@jsocolar Thanks a lot. I guess I’d better explain the original problem because otherwise, the current one might sound irrational.
Here is the original problem: I ask some users to express their opinions on some items. For the sake of simplicity, let’s assume that they express their opinions by integers, where sometimes a higher number means a higher preference, and sometimes the other way around (both ways can be asked from one user for a set of items). The goal is to obtain a weight for the items and for each user as well as an aggregated weight representing the preferences of all the users combined. The weights need generally to be non-negative and have a unit-sum constraint.

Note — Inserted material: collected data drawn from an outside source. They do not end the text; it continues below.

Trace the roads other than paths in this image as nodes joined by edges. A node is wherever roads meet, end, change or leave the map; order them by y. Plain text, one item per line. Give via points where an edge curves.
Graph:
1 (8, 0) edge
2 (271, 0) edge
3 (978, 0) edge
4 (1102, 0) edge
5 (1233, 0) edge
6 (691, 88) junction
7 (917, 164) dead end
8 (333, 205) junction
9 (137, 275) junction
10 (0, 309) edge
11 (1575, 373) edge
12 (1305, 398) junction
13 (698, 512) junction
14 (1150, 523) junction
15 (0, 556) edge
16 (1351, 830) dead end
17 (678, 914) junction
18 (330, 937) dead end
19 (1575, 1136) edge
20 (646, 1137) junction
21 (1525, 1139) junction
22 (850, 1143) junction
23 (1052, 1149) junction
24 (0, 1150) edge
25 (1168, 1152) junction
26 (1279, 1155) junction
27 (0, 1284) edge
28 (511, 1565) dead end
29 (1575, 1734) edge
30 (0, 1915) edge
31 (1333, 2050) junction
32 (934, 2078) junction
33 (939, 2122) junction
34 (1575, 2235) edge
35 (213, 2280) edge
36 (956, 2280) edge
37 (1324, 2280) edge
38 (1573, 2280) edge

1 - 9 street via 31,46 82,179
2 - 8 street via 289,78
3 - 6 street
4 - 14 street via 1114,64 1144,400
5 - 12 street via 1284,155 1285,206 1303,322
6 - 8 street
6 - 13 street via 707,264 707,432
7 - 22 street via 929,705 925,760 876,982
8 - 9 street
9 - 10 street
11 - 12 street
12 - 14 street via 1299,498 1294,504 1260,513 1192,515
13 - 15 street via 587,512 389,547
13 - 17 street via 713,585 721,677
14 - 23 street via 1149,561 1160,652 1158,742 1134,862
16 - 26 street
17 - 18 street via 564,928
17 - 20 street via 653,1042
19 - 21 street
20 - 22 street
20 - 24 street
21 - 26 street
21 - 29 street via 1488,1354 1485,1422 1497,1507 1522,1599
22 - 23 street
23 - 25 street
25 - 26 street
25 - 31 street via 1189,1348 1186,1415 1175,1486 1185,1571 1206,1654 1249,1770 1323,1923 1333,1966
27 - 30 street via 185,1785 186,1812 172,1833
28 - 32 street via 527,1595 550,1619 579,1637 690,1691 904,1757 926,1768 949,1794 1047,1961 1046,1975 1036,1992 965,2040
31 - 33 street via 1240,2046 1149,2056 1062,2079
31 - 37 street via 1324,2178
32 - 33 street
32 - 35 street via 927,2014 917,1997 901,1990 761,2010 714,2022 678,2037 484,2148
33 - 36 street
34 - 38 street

For doing this in Bayesian statistics, I used the multinomial distribution for the users’ inputs and the Dirichlet distribution for the weights. Assume that users will give us two vectors of integers, the magnitude of elements in one is proportionate to the weight and is proportionate to the inverse weight for the other one. So, the STAN model would be is as follows:
data {
int<lower=2> cNo; //#items
int<lower=1> usrNo; //#uesrs
int AB[usrNo, cNo]; //values proportionate to the inverse weight
int AW[usrNo, cNo]; // values proportionate to the weight
vector<lower=0,upper=1>[cNo] e; // a vector of one
}
parameters {
simplex[cNo] W[usrNo]; //the weight vectors of all users (one for each)
simplex[cNo] wStar;// aggregated weight
real<lower=0> kappaStar; // a parameter used for aggregation modeling
}
model {
kappaStar ~ gamma(.01,.01);
wStar ~ dirichlet(0.01*e);
for (i in 1:usrNo){
W[i] ~ dirichlet(kappaStar*wStar);
AW[i,:] ~ multinomial(W[i]);
vector[cNo] wInv;
wInv = e ./ W[i];
wInv ./= sum(wInv);
AB[i,:] ~ multinomial(wInv);
}
}
Now, the problem that I have is that sometimes users would not give concrete (integer) numbers, but rather intervals, discrete probabilities (e.g., 4 with a likelihood of 70% and 5 with 30%), or even other sorts of uncertainties, such as the triangular distribution (note that not only integers are acceptable as the inputs so that the multinomial dist in the above model should be changed to encompass other types of inputs).
Now, I would like to take these sorts of inputs into account, but don’t know how. It seems simple at the beginning since it is only required to sample from the given intervals (or other specified inputs) first and then execute the rest of model sampling. However, it is more difficult to implement.
Thanks again @jsocolar, @hhau and I hope the above explanation is clear now.